Stored data entries:
/---

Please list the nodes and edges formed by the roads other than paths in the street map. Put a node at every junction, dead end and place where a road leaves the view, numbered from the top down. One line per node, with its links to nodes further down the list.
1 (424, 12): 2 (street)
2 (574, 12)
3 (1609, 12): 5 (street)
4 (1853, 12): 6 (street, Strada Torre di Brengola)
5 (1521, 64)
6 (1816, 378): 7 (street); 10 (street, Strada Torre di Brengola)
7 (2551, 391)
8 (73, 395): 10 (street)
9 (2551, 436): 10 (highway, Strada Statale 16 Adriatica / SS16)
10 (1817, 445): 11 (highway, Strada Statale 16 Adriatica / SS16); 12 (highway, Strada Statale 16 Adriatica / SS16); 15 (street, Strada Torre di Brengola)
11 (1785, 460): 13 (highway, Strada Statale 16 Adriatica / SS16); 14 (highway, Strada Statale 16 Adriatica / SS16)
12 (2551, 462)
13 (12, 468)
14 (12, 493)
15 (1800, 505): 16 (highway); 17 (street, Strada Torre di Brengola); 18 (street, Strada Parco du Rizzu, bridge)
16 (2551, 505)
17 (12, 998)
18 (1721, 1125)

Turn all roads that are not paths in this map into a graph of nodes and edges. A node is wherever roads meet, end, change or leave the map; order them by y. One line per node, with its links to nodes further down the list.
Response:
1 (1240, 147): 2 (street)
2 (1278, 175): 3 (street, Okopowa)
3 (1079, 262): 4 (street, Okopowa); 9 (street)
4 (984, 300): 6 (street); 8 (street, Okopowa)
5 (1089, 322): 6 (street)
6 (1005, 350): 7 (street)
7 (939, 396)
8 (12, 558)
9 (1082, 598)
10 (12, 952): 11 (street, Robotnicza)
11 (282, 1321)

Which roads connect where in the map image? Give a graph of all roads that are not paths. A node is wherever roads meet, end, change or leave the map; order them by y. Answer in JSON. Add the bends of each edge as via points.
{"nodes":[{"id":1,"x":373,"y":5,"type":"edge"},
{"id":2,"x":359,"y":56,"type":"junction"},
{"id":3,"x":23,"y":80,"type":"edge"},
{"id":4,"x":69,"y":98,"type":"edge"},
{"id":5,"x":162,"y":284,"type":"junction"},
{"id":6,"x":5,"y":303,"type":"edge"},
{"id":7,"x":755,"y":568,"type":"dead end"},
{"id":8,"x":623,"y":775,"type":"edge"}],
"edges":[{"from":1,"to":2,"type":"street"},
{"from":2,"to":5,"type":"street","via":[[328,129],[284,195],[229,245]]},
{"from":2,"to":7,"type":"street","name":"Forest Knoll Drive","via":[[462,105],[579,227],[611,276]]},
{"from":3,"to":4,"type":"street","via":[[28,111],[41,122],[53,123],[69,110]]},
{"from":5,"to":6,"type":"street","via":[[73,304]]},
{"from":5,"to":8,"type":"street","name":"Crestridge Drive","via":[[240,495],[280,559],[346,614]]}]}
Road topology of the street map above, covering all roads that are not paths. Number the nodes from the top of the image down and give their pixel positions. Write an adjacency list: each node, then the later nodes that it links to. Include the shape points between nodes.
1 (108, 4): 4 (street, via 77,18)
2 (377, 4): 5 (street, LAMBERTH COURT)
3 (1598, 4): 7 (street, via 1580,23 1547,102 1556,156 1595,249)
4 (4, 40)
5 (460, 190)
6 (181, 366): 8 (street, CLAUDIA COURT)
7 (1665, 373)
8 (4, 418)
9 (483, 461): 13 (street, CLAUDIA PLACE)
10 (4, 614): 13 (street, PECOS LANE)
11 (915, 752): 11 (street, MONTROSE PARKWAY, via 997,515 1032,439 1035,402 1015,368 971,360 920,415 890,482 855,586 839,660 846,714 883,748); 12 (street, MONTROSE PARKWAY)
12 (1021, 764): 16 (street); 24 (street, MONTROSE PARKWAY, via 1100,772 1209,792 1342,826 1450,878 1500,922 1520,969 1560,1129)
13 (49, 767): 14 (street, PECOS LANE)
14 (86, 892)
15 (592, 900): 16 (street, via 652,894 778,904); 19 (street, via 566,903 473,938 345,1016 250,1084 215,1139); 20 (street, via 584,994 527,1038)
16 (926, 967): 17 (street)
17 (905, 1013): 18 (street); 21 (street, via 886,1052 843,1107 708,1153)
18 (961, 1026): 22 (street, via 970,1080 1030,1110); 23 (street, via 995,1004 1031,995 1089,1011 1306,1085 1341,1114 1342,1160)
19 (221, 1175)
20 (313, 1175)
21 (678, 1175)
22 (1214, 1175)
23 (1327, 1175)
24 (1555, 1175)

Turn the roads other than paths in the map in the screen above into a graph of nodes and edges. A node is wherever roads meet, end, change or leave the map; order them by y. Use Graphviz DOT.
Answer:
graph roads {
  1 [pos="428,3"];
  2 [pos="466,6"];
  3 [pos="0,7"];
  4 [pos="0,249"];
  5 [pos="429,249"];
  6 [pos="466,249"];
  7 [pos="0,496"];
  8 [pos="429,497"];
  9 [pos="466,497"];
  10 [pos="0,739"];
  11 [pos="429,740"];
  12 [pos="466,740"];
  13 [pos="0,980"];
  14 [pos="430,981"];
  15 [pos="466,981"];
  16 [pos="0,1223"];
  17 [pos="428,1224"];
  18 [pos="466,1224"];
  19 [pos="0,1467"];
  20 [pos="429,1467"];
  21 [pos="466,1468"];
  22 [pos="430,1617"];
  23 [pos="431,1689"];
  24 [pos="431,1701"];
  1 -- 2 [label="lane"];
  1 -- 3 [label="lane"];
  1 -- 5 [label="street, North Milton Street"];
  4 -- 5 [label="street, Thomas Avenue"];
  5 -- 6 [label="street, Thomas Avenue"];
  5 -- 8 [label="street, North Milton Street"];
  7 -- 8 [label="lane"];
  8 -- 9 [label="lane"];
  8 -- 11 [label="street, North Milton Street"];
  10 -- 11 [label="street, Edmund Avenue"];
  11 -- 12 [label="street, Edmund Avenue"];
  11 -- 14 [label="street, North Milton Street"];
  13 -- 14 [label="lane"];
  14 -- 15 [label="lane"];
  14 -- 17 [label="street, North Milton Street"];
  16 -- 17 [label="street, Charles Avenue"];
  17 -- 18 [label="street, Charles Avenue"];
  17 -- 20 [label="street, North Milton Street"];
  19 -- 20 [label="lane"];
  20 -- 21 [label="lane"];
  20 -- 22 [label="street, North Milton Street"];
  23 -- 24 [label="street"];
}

\---

Scan the lines above, and whenever one holds the string "into", copy it.

Turn all roads that are not paths in this map into a graph of nodes and edges. A node is wherever roads meet, end, change or leave the map; order them by y. One line per node, with its links to nodes further down the list.
Turn the roads other than paths in the map in the screen above into a graph of nodes and edges. A node is wherever roads meet, end, change or leave the map; order them by y. Use Graphviz DOT.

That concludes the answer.